Published: Fri, February 09, 2018
Health | By Jay Jacobs

In Breakthrough, Scientists Grow Human Eggs to Maturity

In Breakthrough, Scientists Grow Human Eggs to Maturity

Scientists will next evaluate the health of the eggs and whether they are viable for fertilisation.

Women undergoing premature menopause - which can strike in their 20s - could also benefit.

However, other women find it hard to activate and nurture viable eggs in the first place.

Study co-author Evelyn Telfer of the University of Edinburgh said the team was now studying how healthy the eggs are.

The research has given new understanding into how human eggs develop at various stages, they say.

Scottish scientists believe new and improved fertility treatments could arise from a landmark study which saw human eggs grown from their earliest stage to full maturity in laboratory conditions. These women may still have egg cells that could be developed in the laboratory.

Writing in the journal Molecular Human Reproduction, researchers from Edinburgh and NY describe how they took ovarian tissue from 10 women in their late twenties and thirties and, over four steps involving different cocktails of nutrients, encouraged the eggs to develop from their earliest form to maturity.

Now, scientists say they have demonstrated that they can take immature human eggs and grow them until they are ready to be fertilised.

Some cancer patients now have a piece of their ovary removed before treatment and re-implanted later. "(But) the technology remains at an early stage, and much more work is needed to make sure that the technique is safe and optimized before we ascertain whether these eggs remain normal during the process, and can be fertilized to form embryos that could lead to healthy babies". Only 10% of the eggs completed the journey to maturity.
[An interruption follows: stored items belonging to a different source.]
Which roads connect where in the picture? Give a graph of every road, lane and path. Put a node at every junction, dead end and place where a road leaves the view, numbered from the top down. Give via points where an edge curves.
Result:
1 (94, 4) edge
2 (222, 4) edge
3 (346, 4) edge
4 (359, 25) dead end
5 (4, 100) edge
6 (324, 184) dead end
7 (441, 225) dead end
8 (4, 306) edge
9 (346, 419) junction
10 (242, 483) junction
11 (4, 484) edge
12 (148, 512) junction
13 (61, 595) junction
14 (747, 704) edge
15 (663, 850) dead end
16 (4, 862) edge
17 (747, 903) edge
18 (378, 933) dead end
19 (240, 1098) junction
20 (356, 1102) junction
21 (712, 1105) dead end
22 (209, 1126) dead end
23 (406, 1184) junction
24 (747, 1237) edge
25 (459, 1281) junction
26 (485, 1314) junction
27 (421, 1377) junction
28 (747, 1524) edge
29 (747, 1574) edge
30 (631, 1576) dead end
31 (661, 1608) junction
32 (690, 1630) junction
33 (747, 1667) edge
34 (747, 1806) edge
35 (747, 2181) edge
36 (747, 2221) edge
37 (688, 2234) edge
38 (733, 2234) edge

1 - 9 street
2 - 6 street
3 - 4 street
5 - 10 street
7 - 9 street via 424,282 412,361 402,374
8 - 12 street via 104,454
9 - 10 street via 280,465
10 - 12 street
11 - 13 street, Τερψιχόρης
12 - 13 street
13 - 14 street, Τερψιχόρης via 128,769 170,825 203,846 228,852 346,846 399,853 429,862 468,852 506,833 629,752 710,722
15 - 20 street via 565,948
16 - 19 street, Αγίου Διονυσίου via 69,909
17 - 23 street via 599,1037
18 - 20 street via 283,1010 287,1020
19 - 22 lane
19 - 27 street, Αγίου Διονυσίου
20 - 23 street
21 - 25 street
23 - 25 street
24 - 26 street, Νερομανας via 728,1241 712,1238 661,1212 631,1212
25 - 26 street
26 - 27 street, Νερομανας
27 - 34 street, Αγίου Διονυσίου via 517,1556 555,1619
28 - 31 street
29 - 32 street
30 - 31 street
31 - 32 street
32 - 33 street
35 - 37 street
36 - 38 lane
Immature eggs recovered from patients' ovarian tissue could be matured in the lab and stored for later fertilisation.

Currently, women facing cancer treatment - which can destroy fertility - have two options. Among other issues, the authors note that the eggs developed faster than they would in the body, while a small cell known as a polar body - ejected in the final stages of the egg's development when the number of chromosomes is halved - was unusually large, which might suggest abnormal development.

'We are now working on optimising the conditions that support egg development in this way and studying how healthy they are.

"We also hope to find out, subject to regulatory approval, whether they can be fertilised", she said. "The next step would be to try and fertilise these eggs and then to test the embryos that were produced, and then to go back and improve each of the steps".